While many traditional office dealers have been sidelined by the COVID-19 crisis, the pandemic has not slowed down medical providers to continue operating – especially during the pandemic, causing steady demand for tenant improvement projects in medical office buildings.
However, the pandemic has greatly disrupted the whole construction industry, with volatile labor rates and material costs going up – and then down, complicating the evolving facility design meant to meet the needs of future tenants.
Building Construction Costs Disruption
All of the pandemic-related forces caused building construction costs to decline slightly for the first time in a decade.
The Building Cost Index used to measure costs in the U.S. nonresidential building construction market, fell to a value of 1171 in the third quarter of 2020.
A 1.5% quarterly reduction from the beginning of 2020 led to the lowest building construction value since 2010.

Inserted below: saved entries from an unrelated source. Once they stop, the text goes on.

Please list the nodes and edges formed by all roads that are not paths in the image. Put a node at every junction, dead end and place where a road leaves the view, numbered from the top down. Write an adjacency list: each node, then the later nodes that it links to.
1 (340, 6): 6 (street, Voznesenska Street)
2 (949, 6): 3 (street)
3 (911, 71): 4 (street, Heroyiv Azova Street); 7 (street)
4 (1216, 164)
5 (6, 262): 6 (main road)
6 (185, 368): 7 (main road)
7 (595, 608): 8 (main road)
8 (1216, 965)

There could still be some changes since the index held steady in the fourth quarter of the past year but increased only by 0.09% in the first quarter of 2021 (to 1172).
Price Surge In Building Materials
We are now witnessing a price surge of 20% to 25% in building materials, especially the two main ones: lumber and steel.

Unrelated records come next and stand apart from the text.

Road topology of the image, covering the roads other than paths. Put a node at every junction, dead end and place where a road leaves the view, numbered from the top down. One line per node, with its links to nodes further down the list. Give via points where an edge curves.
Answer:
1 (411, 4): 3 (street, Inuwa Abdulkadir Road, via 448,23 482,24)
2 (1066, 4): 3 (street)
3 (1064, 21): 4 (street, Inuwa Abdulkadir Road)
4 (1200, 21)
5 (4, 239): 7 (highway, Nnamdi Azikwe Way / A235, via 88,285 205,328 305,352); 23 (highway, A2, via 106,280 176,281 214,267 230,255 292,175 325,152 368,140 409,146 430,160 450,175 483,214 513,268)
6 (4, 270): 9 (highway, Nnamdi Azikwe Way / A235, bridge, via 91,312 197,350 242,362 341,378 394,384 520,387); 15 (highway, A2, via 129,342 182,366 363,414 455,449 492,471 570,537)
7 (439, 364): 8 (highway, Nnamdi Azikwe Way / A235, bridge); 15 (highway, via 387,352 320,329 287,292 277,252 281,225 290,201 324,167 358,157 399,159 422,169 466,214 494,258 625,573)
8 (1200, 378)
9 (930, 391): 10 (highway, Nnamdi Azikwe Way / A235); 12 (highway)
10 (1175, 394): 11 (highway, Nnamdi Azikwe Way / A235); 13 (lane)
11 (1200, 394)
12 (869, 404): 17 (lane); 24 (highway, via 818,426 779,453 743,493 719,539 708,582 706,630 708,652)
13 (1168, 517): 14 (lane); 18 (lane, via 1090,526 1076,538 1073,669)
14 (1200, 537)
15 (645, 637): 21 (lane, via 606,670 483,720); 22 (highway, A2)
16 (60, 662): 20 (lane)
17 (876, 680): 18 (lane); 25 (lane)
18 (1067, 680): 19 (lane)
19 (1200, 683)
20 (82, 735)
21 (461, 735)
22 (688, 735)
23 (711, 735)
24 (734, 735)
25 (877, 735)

According to the building market research from March, softwood lumber, iron, and steel spiked up from 50.8% to 73% in prices during the past year.
A Year Of Subsequent Price Rises In The Steel Industry
The steel industry claims the tremendous pressure has been put upon by the domestic mills, and that is why they had to subsequently raise prices on all their products by 5% each month beginning in October 2020.

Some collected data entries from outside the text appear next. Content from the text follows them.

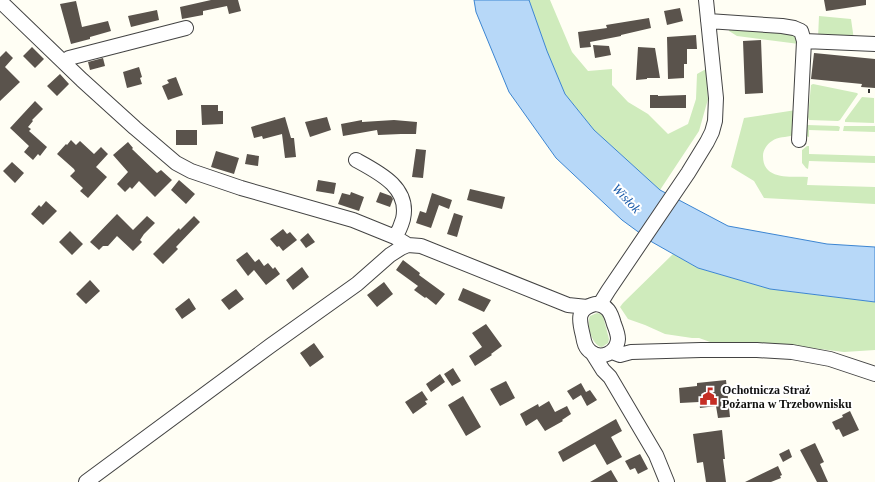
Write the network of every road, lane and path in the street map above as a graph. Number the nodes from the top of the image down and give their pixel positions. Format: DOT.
graph roads {
  1 [pos="706,0"];
  2 [pos="0,1"];
  3 [pos="708,21"];
  4 [pos="186,28"];
  5 [pos="804,41"];
  6 [pos="875,44"];
  7 [pos="64,62"];
  8 [pos="869,88"];
  9 [pos="869,93"];
  10 [pos="799,140"];
  11 [pos="356,160"];
  12 [pos="395,236"];
  13 [pos="408,246"];
  14 [pos="568,305"];
  15 [pos="593,306"];
  16 [pos="579,321"];
  17 [pos="614,348"];
  18 [pos="594,354"];
  19 [pos="873,371"];
  20 [pos="610,377"];
  21 [pos="86,482"];
  22 [pos="667,482"];
  1 -- 3 [label="street"];
  2 -- 7 [label="street"];
  3 -- 5 [label="street"];
  3 -- 15 [label="street"];
  4 -- 7 [label="street"];
  5 -- 6 [label="street"];
  5 -- 10 [label="street"];
  7 -- 12 [label="street"];
  8 -- 9 [label="path"];
  11 -- 12 [label="street"];
  12 -- 13 [label="street"];
  13 -- 14 [label="street"];
  13 -- 21 [label="street"];
  14 -- 15 [label="street"];
  14 -- 16 [label="street"];
  15 -- 16 [label="street"];
  15 -- 17 [label="street"];
  16 -- 18 [label="street"];
  17 -- 18 [label="street"];
  17 -- 19 [label="street"];
  17 -- 20 [label="street"];
  18 -- 20 [label="street"];
  20 -- 22 [label="street"];
}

The prices of steel have risen again by 10% in January and February, and then 20% more in March. The subsequent rise has continued until April 2021.
Some of the root causes of the extreme pressure on the domestic steel supply and decreased number of domestic steel providers are:
- Mill consolidation
- Mills idling capacity in response to the COVID-19 pandemic
- Buyers leaning out inventories, as the 2020 economy is very constricted
- Increased international demand in combination with Section 232 tariffs led to a reduction of competitively priced imports
- Brisk demand for construction products
Reasons For Lumber Price Increases
The lumber price increases occurred due to a variety of reasons, but the main culprit is considered factories that pulled back production.
When the demand dropped, they reduced their running capacity, causing several problems directly linked to lumber prices:
- Lingering supply chain issues like stacking up ports,
- Tariffs on lumber,
- Even wildfires in the west
But, well, we can (mostly) all the spikes trace back to COVID-19, in some way.
What About Healthcare Construction?
While the price increases undoubtedly affect all construction projects in the U.S, they are having a larger, ripple effect into areas related to healthcare construction.
As construction sites come back in life around the world, increasing demand for products and materials could keep prices on the rise, which has already happened with the costs for drywall, copper, steel studs, and even vinyl.
Surge In Demand For Medical Office Buildings
With the surge in demand for medical office buildings, we can expect to see further price hikes as in-person healthcare activity picks back up post-pandemic.
For planning purposes, building owners and landlords need to achieve and uphold complete price transparency.
Tenant demand for build-outs will not diminish, not even amid scarcity, rising prices of building materials.
That is why both landlords and tenants alike must be prepared for what can realistically be accomplished in the current (and future) construction environment.